It’s very hard to understand
Some things that happen in this land.
But do not mock the magic claimed
By native peoples you think are tamed.
They know far more than all your wit
Can ever hope to make of it.

         The old Series II Land-Rover bounced uncomfortably along the dusty laterite road, its transmission groaning with every yard of progress. Inside the sweltering cab, Peter Stafford clung to the steering wheel for dear life while John Hughes struggled to stay upright in the passenger seat.
“Bloody hell, Peter. Try to drive around the potholes, not through them for God’s sake.”
Peter grinned broadly at his companion before attempting to reply over the roar of the engine and the almost deafening rattle from the vehicle’s bodywork.
“Stop moaning about the state of the roads.

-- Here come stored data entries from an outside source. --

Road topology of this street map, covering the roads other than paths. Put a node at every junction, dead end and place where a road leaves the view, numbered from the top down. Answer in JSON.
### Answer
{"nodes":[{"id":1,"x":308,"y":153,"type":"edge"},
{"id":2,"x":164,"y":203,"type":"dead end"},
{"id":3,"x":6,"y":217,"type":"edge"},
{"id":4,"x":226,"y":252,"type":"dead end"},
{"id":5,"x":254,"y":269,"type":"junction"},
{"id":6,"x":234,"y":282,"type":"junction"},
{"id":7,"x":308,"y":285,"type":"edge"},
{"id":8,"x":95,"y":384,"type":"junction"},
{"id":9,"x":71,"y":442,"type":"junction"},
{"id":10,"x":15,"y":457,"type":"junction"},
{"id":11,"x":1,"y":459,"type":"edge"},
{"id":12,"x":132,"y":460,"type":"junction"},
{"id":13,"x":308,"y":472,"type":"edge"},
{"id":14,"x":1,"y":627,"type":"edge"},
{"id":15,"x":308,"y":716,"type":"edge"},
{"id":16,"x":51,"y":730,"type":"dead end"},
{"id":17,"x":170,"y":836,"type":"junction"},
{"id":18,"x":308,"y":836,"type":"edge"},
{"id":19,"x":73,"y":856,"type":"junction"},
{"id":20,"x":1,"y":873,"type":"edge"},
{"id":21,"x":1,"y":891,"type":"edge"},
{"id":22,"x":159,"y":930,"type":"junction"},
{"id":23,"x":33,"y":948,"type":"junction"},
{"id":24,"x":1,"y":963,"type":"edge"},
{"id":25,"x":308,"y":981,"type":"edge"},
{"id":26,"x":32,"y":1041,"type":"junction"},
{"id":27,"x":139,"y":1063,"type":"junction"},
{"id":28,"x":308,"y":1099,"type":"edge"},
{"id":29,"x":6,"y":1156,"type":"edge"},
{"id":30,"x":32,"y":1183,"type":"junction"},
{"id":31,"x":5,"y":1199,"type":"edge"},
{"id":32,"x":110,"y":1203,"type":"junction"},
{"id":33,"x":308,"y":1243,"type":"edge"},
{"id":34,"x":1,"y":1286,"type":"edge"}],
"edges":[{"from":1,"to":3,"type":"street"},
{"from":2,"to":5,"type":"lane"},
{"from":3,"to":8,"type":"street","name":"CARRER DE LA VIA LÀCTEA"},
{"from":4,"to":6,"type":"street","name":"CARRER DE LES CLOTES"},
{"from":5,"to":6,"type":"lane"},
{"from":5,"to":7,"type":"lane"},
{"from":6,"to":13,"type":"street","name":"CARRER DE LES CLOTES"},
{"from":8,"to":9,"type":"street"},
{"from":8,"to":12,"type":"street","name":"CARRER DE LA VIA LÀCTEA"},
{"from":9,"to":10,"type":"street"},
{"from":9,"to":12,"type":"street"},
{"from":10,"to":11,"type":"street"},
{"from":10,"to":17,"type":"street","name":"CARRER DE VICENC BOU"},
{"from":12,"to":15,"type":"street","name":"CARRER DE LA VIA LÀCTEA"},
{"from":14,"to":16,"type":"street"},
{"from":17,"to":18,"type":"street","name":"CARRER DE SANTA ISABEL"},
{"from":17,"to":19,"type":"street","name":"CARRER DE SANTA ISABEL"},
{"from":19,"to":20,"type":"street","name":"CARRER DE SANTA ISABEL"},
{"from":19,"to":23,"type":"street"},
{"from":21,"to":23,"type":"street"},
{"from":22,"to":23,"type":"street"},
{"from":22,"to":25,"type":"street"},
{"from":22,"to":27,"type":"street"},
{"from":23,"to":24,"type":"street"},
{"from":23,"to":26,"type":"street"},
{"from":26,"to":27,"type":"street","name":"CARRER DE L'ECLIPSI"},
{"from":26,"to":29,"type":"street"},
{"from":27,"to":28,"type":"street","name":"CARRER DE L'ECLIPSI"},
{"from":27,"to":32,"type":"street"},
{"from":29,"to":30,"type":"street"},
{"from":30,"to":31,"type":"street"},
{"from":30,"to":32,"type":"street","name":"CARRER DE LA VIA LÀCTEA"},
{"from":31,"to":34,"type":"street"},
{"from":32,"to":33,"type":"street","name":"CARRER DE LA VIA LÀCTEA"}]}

This one is pretty good compared with many others in this godforsaken country. You people who only visit two or three times a year are absolutely wonderful. You all want it to be just like England. Well, I can assure you it’s not and if you had to complete eighteen-month tours of duty time after time, like most of the expatriates out here, you’d soon change your tune and be bloody grateful for small mercies. Life’s not all high salaries, servants, cheap food and booze, you know. We have important work to do. We must earn money for our companies and that’s hard work in this country, I can tell you.”
John tried to light up a smoke, but soon abandoned the attempt when his hand holding the lighted match crashed, out of control, into the cigarette breaking it off at the tipped end close to his lips.

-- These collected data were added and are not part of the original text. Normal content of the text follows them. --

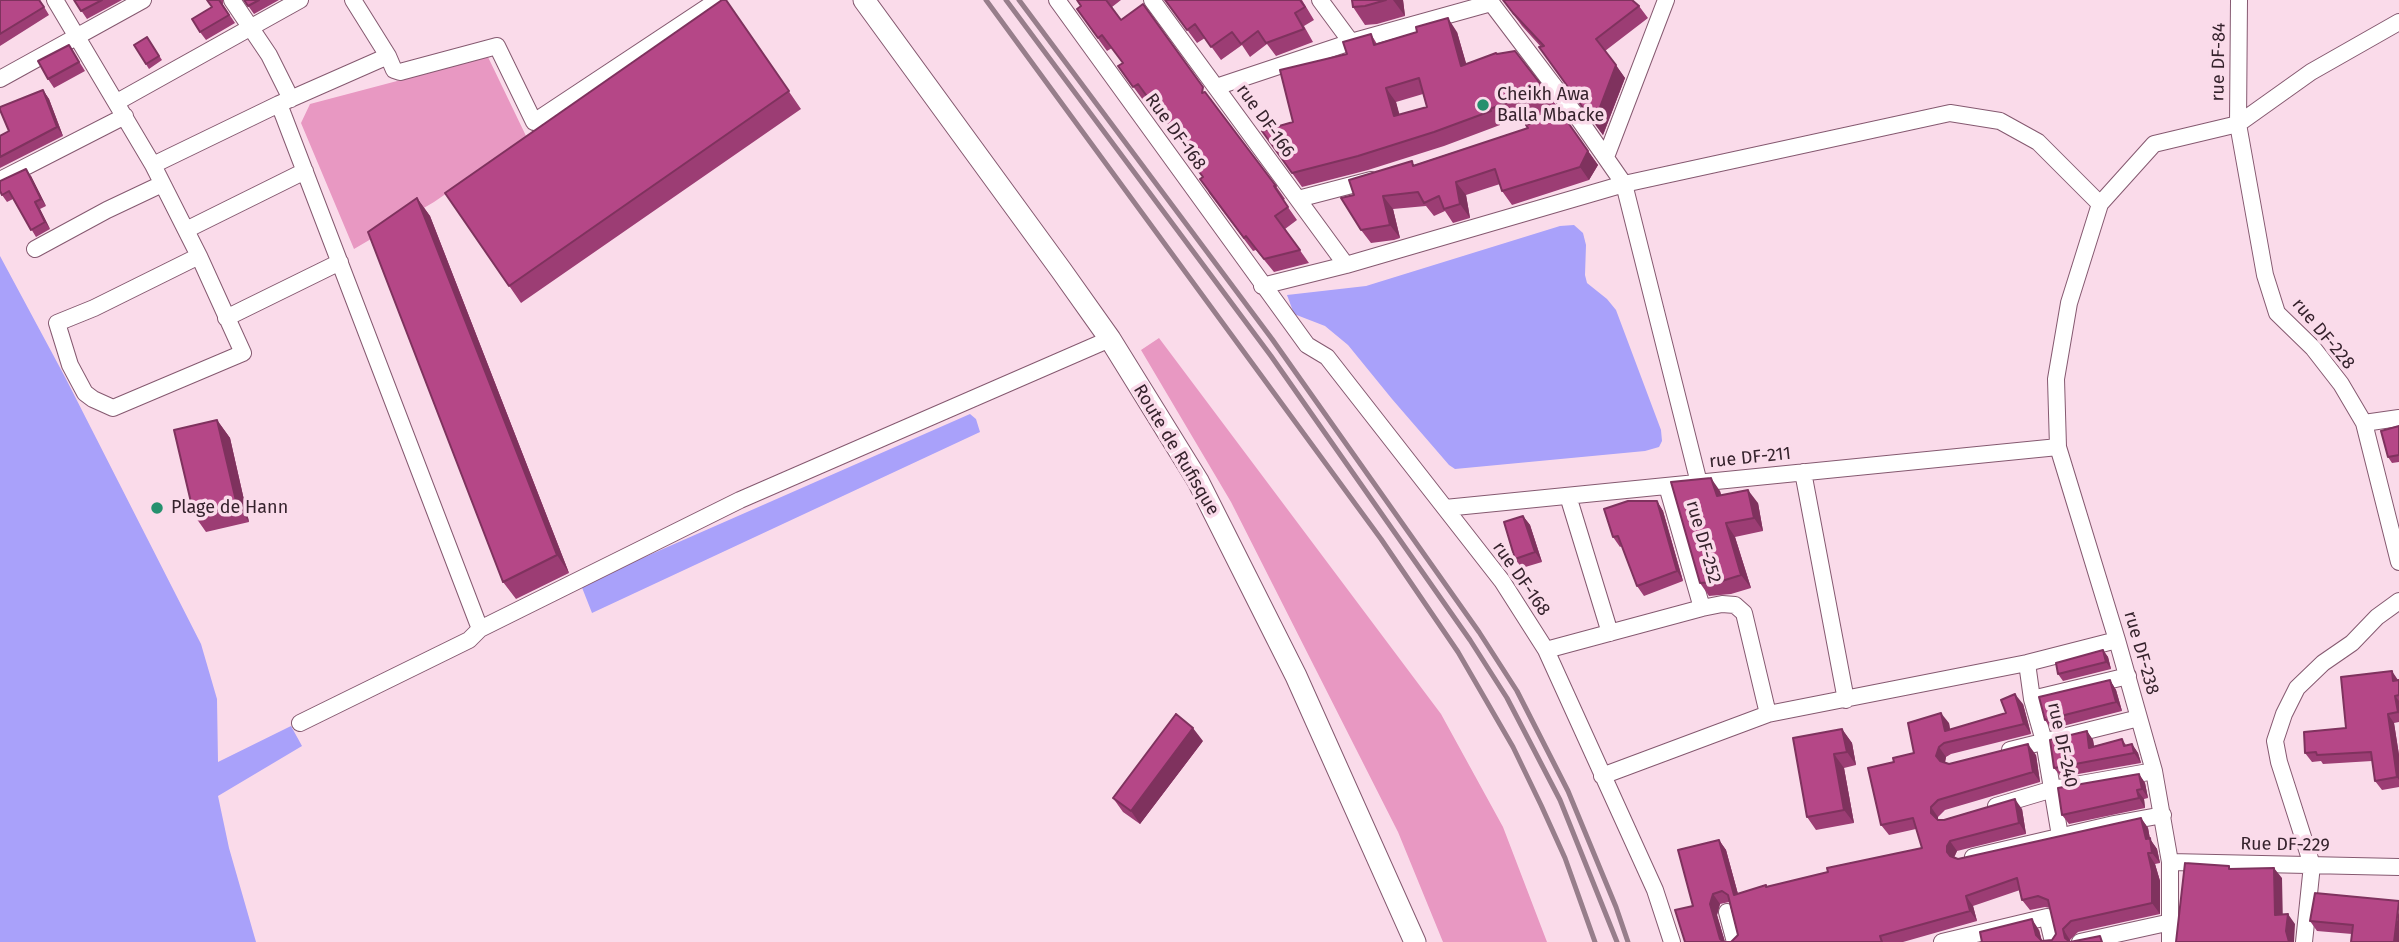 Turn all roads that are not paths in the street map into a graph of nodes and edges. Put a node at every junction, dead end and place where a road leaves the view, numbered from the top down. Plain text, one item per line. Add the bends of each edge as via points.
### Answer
1 (55, 0) edge
2 (143, 0) edge
3 (232, 0) edge
4 (300, 0) edge
5 (353, 0) edge
6 (719, 0) edge
7 (864, 0) edge
8 (1058, 0) edge
9 (1152, 0) edge
10 (1320, 0) edge
11 (2239, 0) edge
12 (1490, 2) edge
13 (1661, 3) edge
14 (2399, 22) edge
15 (250, 28) junction
16 (78, 37) junction
17 (1351, 42) junction
18 (388, 56) junction
19 (0, 79) edge
20 (1216, 87) junction
21 (285, 102) junction
22 (121, 109) junction
23 (2238, 124) junction
24 (1606, 157) junction
25 (153, 166) junction
26 (305, 171) junction
27 (1384, 176) edge
28 (0, 180) edge
29 (162, 184) junction
30 (1624, 184) junction
31 (1298, 199) junction
32 (2100, 204) junction
33 (186, 230) junction
34 (35, 249) dead end
35 (199, 256) junction
36 (340, 262) junction
37 (1346, 265) junction
38 (1262, 286) junction
39 (226, 318) junction
40 (1110, 339) junction
41 (2399, 418) edge
42 (2364, 423) junction
43 (2058, 447) junction
44 (1803, 472) junction
45 (1699, 483) junction
46 (1667, 486) junction
47 (1567, 496) junction
48 (1445, 508) junction
49 (2399, 562) edge
50 (2399, 601) edge
51 (1702, 608) junction
52 (480, 629) junction
53 (1610, 632) junction
54 (2117, 640) junction
55 (1546, 650) junction
56 (2027, 663) junction
57 (2128, 677) junction
58 (2032, 699) junction
59 (1846, 700) junction
60 (1768, 714) junction
61 (2139, 718) junction
62 (300, 723) dead end
63 (2044, 741) junction
64 (1992, 754) edge
65 (2154, 771) junction
66 (1602, 776) junction
67 (2053, 789) junction
68 (1974, 812) edge
69 (2163, 815) junction
70 (2060, 836) junction
71 (1964, 859) edge
72 (2170, 862) junction
73 (2312, 865) junction
74 (2399, 867) edge
75 (1727, 912) edge
76 (2171, 922) junction
77 (1415, 942) edge
78 (1672, 942) edge
79 (1735, 942) edge
80 (1942, 942) edge
81 (2053, 942) edge
82 (2080, 942) edge
83 (2170, 942) edge
84 (2304, 942) edge

1 - 16 street
2 - 16 street
3 - 15 street
4 - 15 street
5 - 18 street
6 - 18 street via 534,122 497,46 400,72 394,70
7 - 40 main road, Route de Rufisque
8 - 38 street, Rue DF-168
9 - 20 street, rue DF-166
10 - 17 street
11 - 23 street, rue DF-84
12 - 17 street
12 - 24 street via 1569,117
13 - 24 street
14 - 23 street via 2311,72
15 - 21 street via 269,55
15 - 22 street
16 - 19 street
16 - 22 street
17 - 20 street
18 - 21 street
20 - 31 street, rue DF-166
21 - 25 street
21 - 26 street
22 - 25 street
22 - 28 street
23 - 32 street via 2154,144
23 - 42 street, rue DF-228 via 2265,275 2277,313 2313,348
24 - 30 street
25 - 29 street
26 - 33 street
26 - 36 street
27 - 31 street
29 - 33 street
29 - 34 street
30 - 32 street via 1950,113 2000,121 2038,142
30 - 37 street
30 - 45 street
31 - 37 street, rue DF-166
32 - 43 street, rue DF-238 via 2069,303 2056,379
33 - 35 street
35 - 39 street
35 - 39 street via 60,320 58,330 70,365 85,393 113,408 243,353
36 - 39 street
36 - 52 street
37 - 38 street
38 - 48 street, rue DF-168 via 1307,345 1326,357
40 - 52 street via 740,500
40 - 77 main road, Route de Rufisque via 1198,481 1296,677
41 - 42 street
42 - 49 street, rue DF-228
43 - 44 street, rue DF-211
43 - 54 street, rue DF-238
44 - 45 street, rue DF-211
44 - 59 street
45 - 46 street, rue DF-211
46 - 47 street, rue DF-211
46 - 51 street, rue DF-252
47 - 48 street, rue DF-211
47 - 53 street
48 - 55 street, rue DF-168 via 1502,581
50 - 73 street via 2297,688 2275,741
51 - 53 street
51 - 60 street via 1735,605 1744,612
52 - 62 street via 469,640
53 - 55 street
54 - 56 street
54 - 57 street, rue DF-238
55 - 66 street, rue DF-168
56 - 58 street, rue DF-240
56 - 59 street
57 - 58 street
57 - 61 street, rue DF-238
58 - 63 street, rue DF-240
59 - 60 street
60 - 66 street
61 - 63 street
61 - 65 street, rue DF-238
63 - 64 street
63 - 67 street, rue DF-240
65 - 67 street
65 - 69 street, rue DF-238
66 - 78 street, rue DF-168 via 1655,890
67 - 68 street
67 - 70 street, rue DF-240
69 - 70 street
69 - 72 street, rue DF-238
70 - 71 street
72 - 73 street, Rue DF-229
72 - 76 street, rue DF-238
73 - 74 street, Rue DF-229
73 - 84 street
75 - 79 street
76 - 82 street
76 - 83 street, rue DF-238
80 - 81 street via 2047,917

“All right, Peter,” said John, holding his right hand up in an act of submission. “I know I’m just a moaning visitor, with no appreciation of the difficulties you professional expatriates have to deal with all day long. Now stop giving me a hard time for Christ’s sake and pull up over there so I can light my cigarette and have a pee.”

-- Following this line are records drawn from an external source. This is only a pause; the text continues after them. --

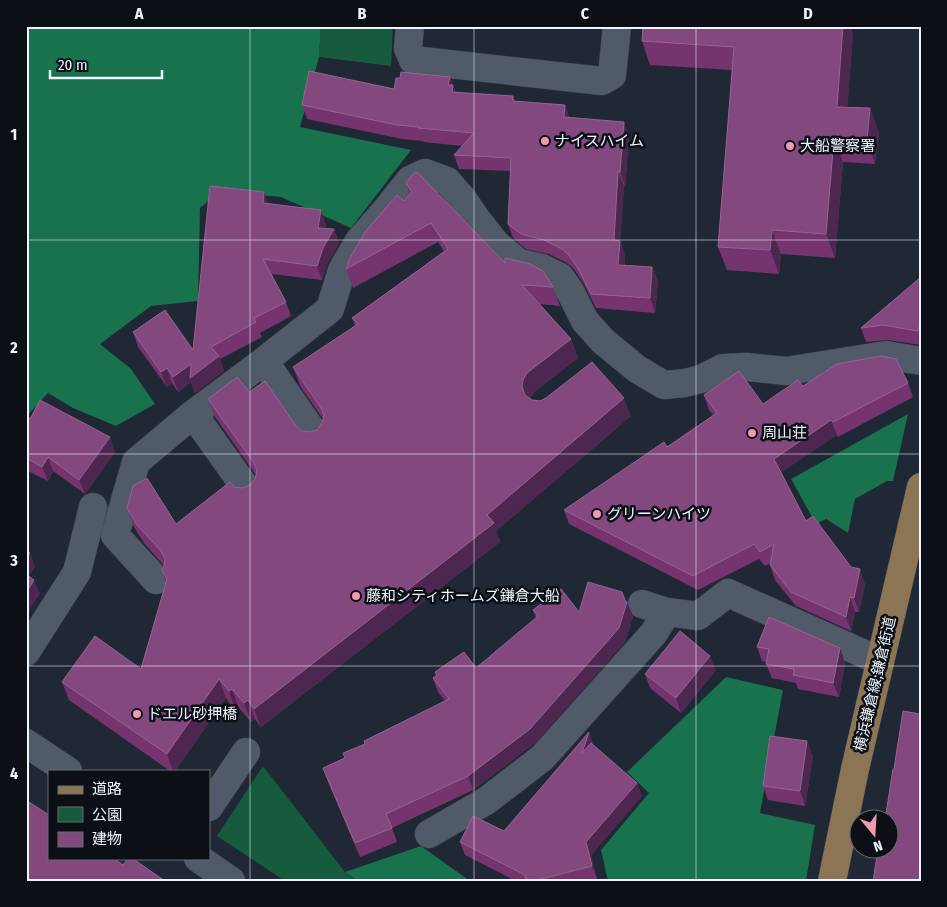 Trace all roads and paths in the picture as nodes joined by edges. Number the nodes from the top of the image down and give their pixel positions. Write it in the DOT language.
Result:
graph roads {
  1 [pos="410,26"];
  2 [pos="617,26"];
  3 [pos="614,349"];
  4 [pos="264,361"];
  5 [pos="921,361"];
  6 [pos="590,367"];
  7 [pos="193,414"];
  8 [pos="315,434"];
  9 [pos="921,487"];
  10 [pos="248,491"];
  11 [pos="93,507"];
  12 [pos="913,554"];
  13 [pos="156,580"];
  14 [pos="642,604"];
  15 [pos="667,612"];
  16 [pos="26,652"];
  17 [pos="880,661"];
  18 [pos="26,743"];
  19 [pos="246,752"];
  20 [pos="66,770"];
  21 [pos="210,806"];
  22 [pos="429,834"];
  23 [pos="201,860"];
  24 [pos="231,881"];
  25 [pos="832,881"];
  1 -- 2 [label="street"];
  3 -- 4 [label="street"];
  3 -- 5 [label="street"];
  3 -- 6 [label="street"];
  4 -- 7 [label="street"];
  4 -- 8 [label="street"];
  7 -- 10 [label="street"];
  7 -- 13 [label="street"];
  9 -- 12 [label="main road, 横浜鎌倉線;鎌倉街道"];
  11 -- 16 [label="street"];
  12 -- 17 [label="main road, 横浜鎌倉線;鎌倉街道"];
  14 -- 15 [label="street"];
  15 -- 17 [label="street"];
  15 -- 22 [label="street"];
  17 -- 25 [label="main road, 横浜鎌倉線;鎌倉街道"];
  18 -- 20 [label="street"];
  19 -- 21 [label="street"];
  23 -- 24 [label="street"];
}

          Peter grinned at his companion again and brought the vehicle to a halt close to a clump of thorn bushes at the side of the road.
“There you are, you poor old bugger, go and water the parched land. Oh, and by the way, watch out for the snakes.”
          John got out of the vehicle and mouthed a rude word over his left shoulder before disappearing behind the thick undergrowth. A moment or two later his disembodied voice sang out from behind the bushes.
          “How long before we get to Ifun, Peter?”
          “Oh, I don’t know, maybe an hour, maybe two. It depends on the state of the road. There hasn’t been a lot of rain recently so we should be OK.”
          As John walked back to the Land-Rover buttoning the fly of his khaki slacks he said, “I’m really looking forward to seeing some of the countryside this weekend, especially Ifun with all the history and mystery that’s associated with the place. Believe it or not I’ve been to Nibana five times, staying for about a week on each occasion, but this is the first time I’ve ever been outside that smelly Federal Capital, Laguna, or your adopted home-town of Ndabi. I’m excited about our day out and very grateful to you for arranging this little excursion. Sorry about getting on your nerves, you being an experienced ‘old coaster’ and all that.”
          John offered Peter a cigarette and they both sat in the Land-Rover’s cab with the doors wide open hoping for a breeze to help cool them off. As Peter tossed the extinguished match on to the road and exhaled a huge cloud of smoke, he turned to speak to John.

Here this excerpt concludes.